Pourquoi deux siècles ? Mais parce que c’est la distance qui nous sépare de l’époque de la Révolution française, qui est considérée comme une phase décisive dans l’évolution sociale de l’Humanité. Or, si l’ Église est en retard par rapport aux évènements intervenus au cours des deux derniers siècles, cela signifie que la société humaine a accompli depuis un parcours positif, un parcours que par ailleurs l’Église n’a pas été capable de comprendre et d’assimiler.

Mais que s’est-il passé après la Révolution de 1789 ? Jusque-là, l’Église avait un rôle prépondérant dans la société, son autorité était publiquement reconnue, et sa Foi et sa Morale imprégnaient les mœurs. Mais après la fracture de la Révolution, la société politique s’est émancipée à l’égard de l’Église, et elle a parcouru un cheminement d’éloignement de Dieu tellement radical qu’il a fallu un appel divin à la conversion qui est intervenu en 1917, lorsque la Sainte Vierge s’est adressée aux jeunes bergers de Fatima.

Le centenaire de ces apparitions approche. Et pourtant l’Humanité, bien loin de se convertir, s’est engagée dans une descente vertigineuse vers les abîmes du dérèglement moral. Quel Catholique en effet pourrait nier que le monde d’aujourd’hui pratique et théorise les négations les plus aberrantes de l’ordre naturel et chrétien ? Et comment ne pas avoir à l’esprit la pensée que l’humanité s’expose, à cause de ses péchés, à un châtiment ?

Serait-ce donc à cet égard que l’Église a pris du retard ?

Quelle est la mission de l’Église ? Est-ce évangéliser et christianiser la société, ou bien est-ce dialoguer avec cette dernière, dans le but de rencontrer ses éléments positifs et s’en laisser modeler ? Est-ce bien l’Église qui est le point de référence, l’Église qui est Corps Mystique du Christ, l’Église comme réalité non seulement humaine, mais divine aussi, et qui en tant que telle est la mesure qui permet de juger les  affaires du monde ? Ou bien est-ce l’Histoire, avec un “H” majuscule, que rien ne juge ni ne transcende et qui, seule, sauve l’Humanité dans un mouvement ascensionnel dirigé vers un “point oméga” indéfini ? L’Église est-elle vraiment le gardien infaillible de la Loi divine et naturelle, ou bien doit-elle devenir le centre “d’écoute” et d’enregistrement des exigences de la conscience humaine en termes de Foi et de mœurs ?

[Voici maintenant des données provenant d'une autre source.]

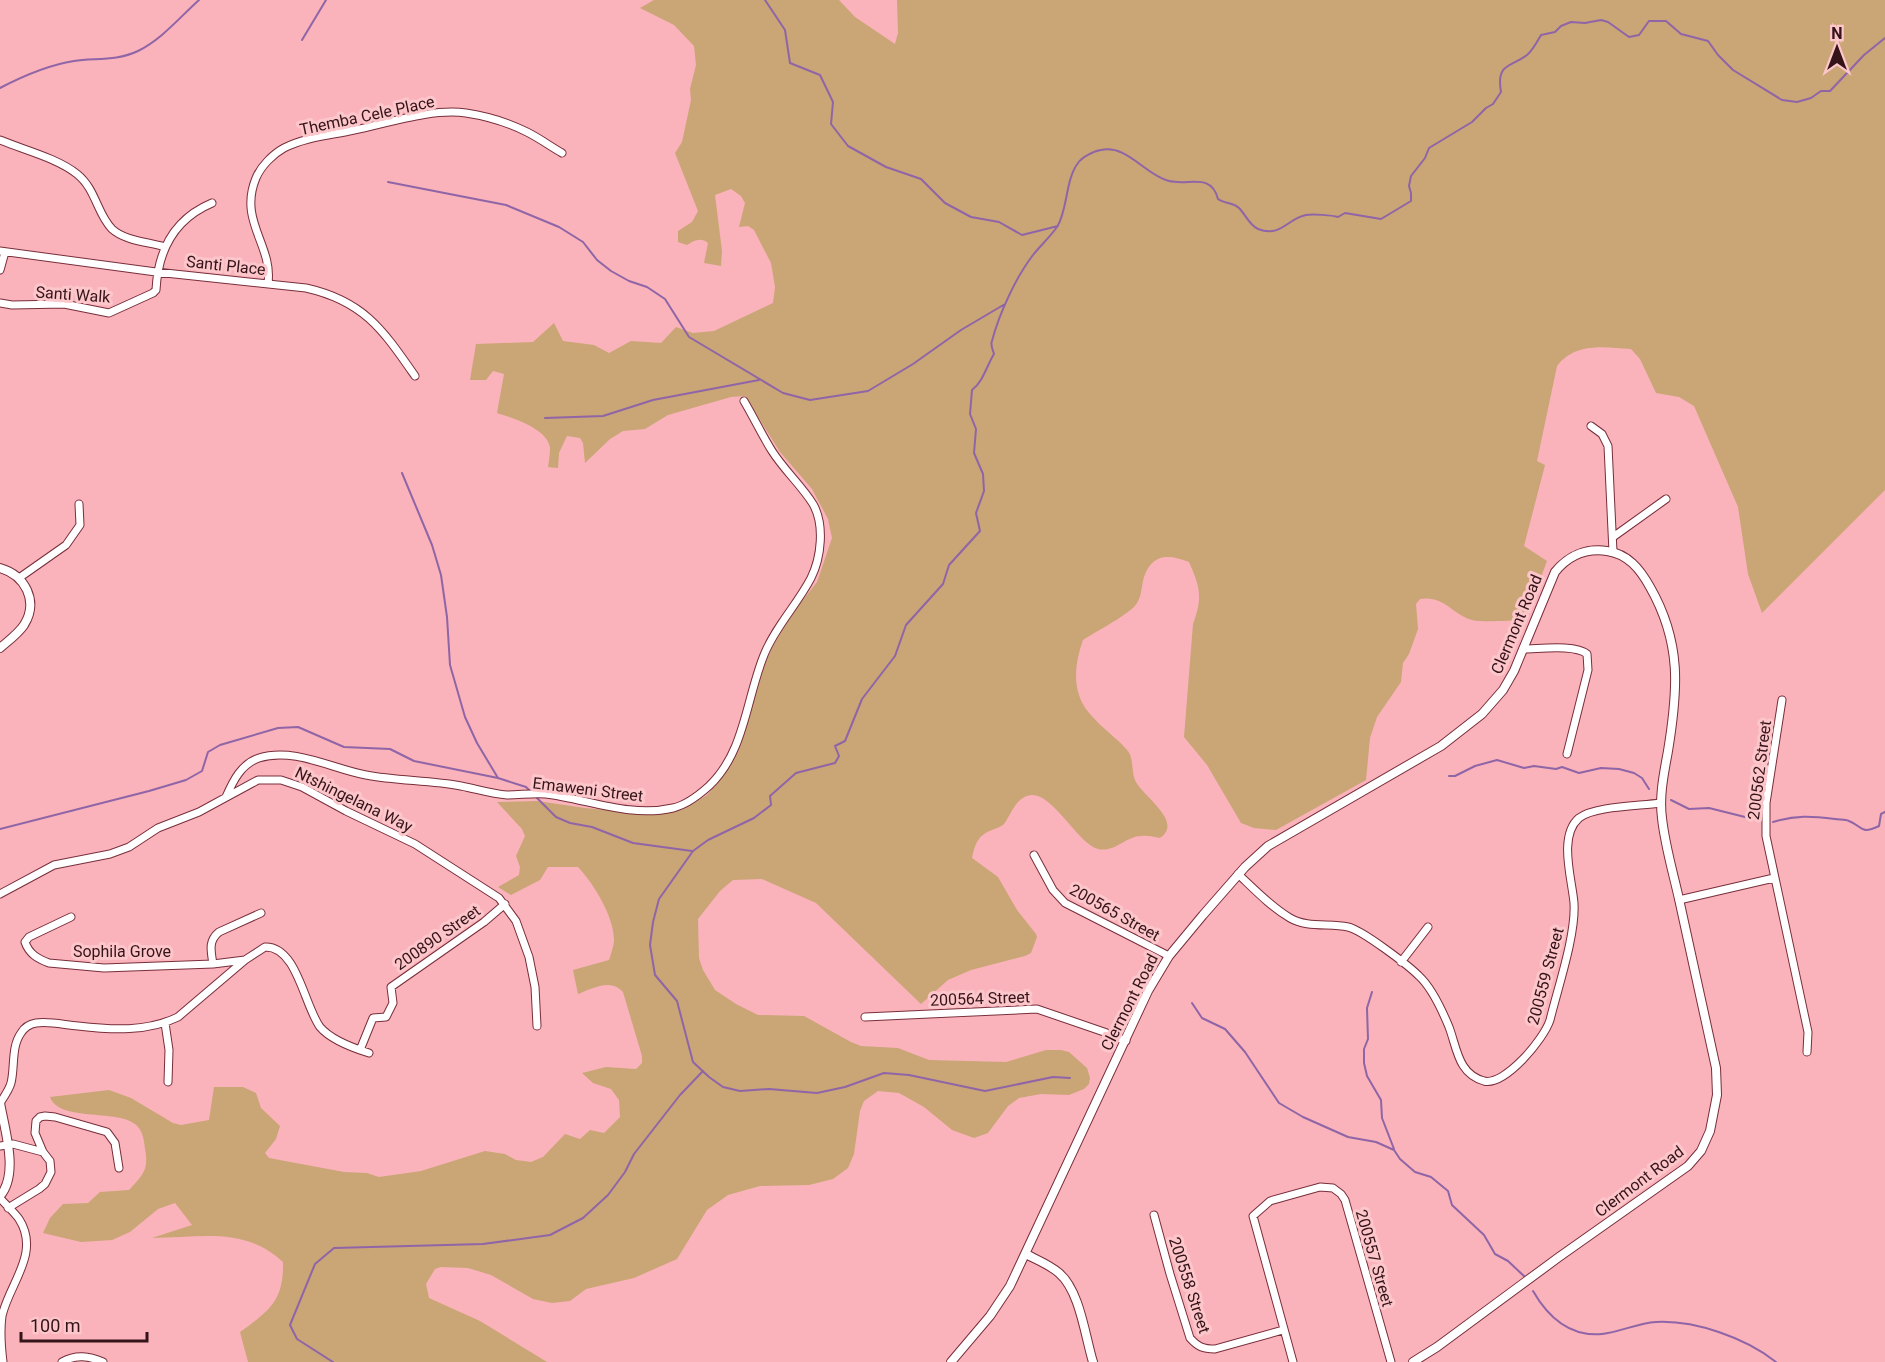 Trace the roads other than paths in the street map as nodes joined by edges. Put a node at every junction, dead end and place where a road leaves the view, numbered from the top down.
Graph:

Ce sont là deux visions du monde opposées : la première est transcendante et authentiquement catholique. La seconde est profane et évolutionniste. Aucun dialogue n’est possible entre elles. Cette incompatibilité ne peut se résoudre que par une conversion, à savoir : soit la conversion du monde à l’Église, soit celle de l’Église au monde. Or la conversion de l’Église au monde n’est pas une conversio, elle est une aversio a Deo, une perte de Dieu, du sens du sacré et du transcendant, un affaissement théologique et moral dont les conséquences sont ravageuses.

Il pourrait sembler inutile de souligner l’antithèse qui réside entre la vision évolutionniste de l’Histoire et la vision catholique. Or que dire s’il s’avère que celui qui a proclamé que l’Église a deux siècle de retard est un cardinal de la Sainte Église Romaine ? Et si, en développant cette affirmation, ce même cardinal  propose une voie de compromis avec quelques-unes des négations de la Morale et de la Foi catholiques ? La chose  paraît incroyable. Et pourtant c’est ce qu’a dit avant de mourir Son Éminence le cardinal Carlo Maria Martini, dans un interview accordé à un confrère jésuite, Georg Sporschill, dont il souhaitait intégrer le contenu à son testament (“Corriere della Sera”, 1 settembre 2012).

Que dire, face à ces affirmations, si ce n’est y relever, outre le manque d’une théologie catholique de l’Histoire, une carence impressionnante d’esprit prophétique et surnaturel ? Et comment ne pas opposer à l’interview du cardinal Martini les paroles autrement prophétiques de Juan Donoso Cortés, l’écrivain et parlementaire espagnol qui, dans son discours mémorable du 4 janvier 1849 aux Cortes espagnoles, s’adressant à la Gauche, s’exclamait : « Messieurs, le fondement de toutes vos erreurs consiste dans le fait de ne pas savoir quelle est la direction de la civilisation et du monde. Vous croyez que la civilisation et le monde avancent, alors qu’ils sont en train de faire marche arrière. Le monde est en train de mettre en place le despotisme le plus gigantesque, le plus absolu qui ait jamais existé de mémoire d’homme ».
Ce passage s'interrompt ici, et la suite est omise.